Sprzęt sportowy można przewozić w specjalnych uchwytach mocowanych do relingów dachowych lub bezpośrednio na dachu. Są to rozwiązania stosunkowo tanie, proste i skuteczne. Świetnie nadają się do transportu nart z hotelu na stoki. Dzięki temu po wycieczce woda z nart nie moczy wnętrza auta, tylko spływa po dachu. Jednak to rozwiązanie ma również wady. Jeśli będziemy chcieli w ten sposób przewozić nasz sprzęt na duże odległości, będzie on wystawiony na działanie warunków atmosferycznych. Podczas jazdy po zasolonych drogach i podczas opadów śniegu, mokra mgła solna wnika w zakamarki stojaków na narty i deski snowboardowe. Nie pozostanie obojętny na krawędź nart czy desek.

Najlepszym rozwiązaniem byłoby zastosowanie bagażnika dachowego, czyli trumny. Można powiedzieć, że to jest złoty środek. Pomieści kilka kompletów nart z kijkami i butami lub kilka desek snowboardowych. Oczywiście możesz przewieźć również inny ładunek – limit określają jego wymiary i waga. Skrzynki dostarczane są w różnych wariantach, dostosowanych do bogactwa portfolio klienta oraz jego oczekiwań co do kubatury skrzynki. Nie zwiększają drastycznie hałasu w aucie i nie zwiększają znacząco zużycia paliwa. Bagaż jest chroniony przed wodą, solą i innymi zanieczyszczeniami.

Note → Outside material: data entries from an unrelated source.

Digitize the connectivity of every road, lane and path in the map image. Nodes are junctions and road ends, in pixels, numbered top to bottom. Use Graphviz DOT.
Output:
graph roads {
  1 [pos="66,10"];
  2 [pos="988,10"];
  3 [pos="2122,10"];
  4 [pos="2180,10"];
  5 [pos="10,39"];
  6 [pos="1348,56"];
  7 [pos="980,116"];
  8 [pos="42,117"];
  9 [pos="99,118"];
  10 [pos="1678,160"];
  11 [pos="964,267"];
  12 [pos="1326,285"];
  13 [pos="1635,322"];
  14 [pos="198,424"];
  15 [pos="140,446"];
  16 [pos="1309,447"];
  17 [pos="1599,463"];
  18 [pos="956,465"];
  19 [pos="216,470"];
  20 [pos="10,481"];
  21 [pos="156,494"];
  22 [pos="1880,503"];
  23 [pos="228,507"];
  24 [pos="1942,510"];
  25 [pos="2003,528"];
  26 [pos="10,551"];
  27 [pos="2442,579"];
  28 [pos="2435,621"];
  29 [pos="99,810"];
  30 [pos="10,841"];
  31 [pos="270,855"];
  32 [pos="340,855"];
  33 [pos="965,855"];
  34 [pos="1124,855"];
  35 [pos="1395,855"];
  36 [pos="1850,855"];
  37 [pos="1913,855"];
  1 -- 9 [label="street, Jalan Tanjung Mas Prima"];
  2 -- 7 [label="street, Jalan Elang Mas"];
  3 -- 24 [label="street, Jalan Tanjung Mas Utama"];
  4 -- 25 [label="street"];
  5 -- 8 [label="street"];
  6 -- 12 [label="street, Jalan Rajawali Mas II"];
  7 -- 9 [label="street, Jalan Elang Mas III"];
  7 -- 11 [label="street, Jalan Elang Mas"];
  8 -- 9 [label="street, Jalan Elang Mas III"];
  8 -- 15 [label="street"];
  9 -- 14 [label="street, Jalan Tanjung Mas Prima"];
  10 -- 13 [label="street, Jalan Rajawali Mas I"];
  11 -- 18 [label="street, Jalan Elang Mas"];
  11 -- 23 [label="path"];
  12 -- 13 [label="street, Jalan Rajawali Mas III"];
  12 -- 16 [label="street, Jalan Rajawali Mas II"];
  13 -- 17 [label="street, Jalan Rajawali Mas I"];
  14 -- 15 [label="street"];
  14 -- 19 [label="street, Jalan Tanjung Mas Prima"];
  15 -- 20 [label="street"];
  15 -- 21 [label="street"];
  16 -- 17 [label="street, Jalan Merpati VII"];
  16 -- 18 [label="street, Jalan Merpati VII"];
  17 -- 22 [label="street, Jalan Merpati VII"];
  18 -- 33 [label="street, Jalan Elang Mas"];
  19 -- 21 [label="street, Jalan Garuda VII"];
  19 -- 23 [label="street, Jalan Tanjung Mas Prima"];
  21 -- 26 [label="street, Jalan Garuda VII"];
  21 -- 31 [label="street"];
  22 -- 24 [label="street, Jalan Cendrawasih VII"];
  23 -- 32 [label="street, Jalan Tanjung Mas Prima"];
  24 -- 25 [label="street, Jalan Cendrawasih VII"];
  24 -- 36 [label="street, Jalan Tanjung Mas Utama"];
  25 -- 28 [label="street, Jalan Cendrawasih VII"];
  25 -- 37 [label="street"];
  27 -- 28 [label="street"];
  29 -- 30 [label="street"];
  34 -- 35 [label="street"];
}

Zobacz też: Seat Ibiza 1.0 TSI w naszym teście

W zależności od ceny wzrasta wygoda ich użytkowania oraz ich jakość. Te najdroższe są lżejsze pod względem nośności oraz posiadają bardzo wygodne i łatwe w obsłudze systemy mocowania. Ich pokrywy mogą otwierać się z dwóch stron. Rozwiązanie ułatwia pakowanie i zdejmowanie nart. Pokrywę można podeprzeć sprężyną gazową, co również wpływa na jej funkcjonalność. Jest to więc najlepszy sposób przewożenia sprzętu do sportów zimowych. Pamiętaj, że takie pudełko może się przydać latem.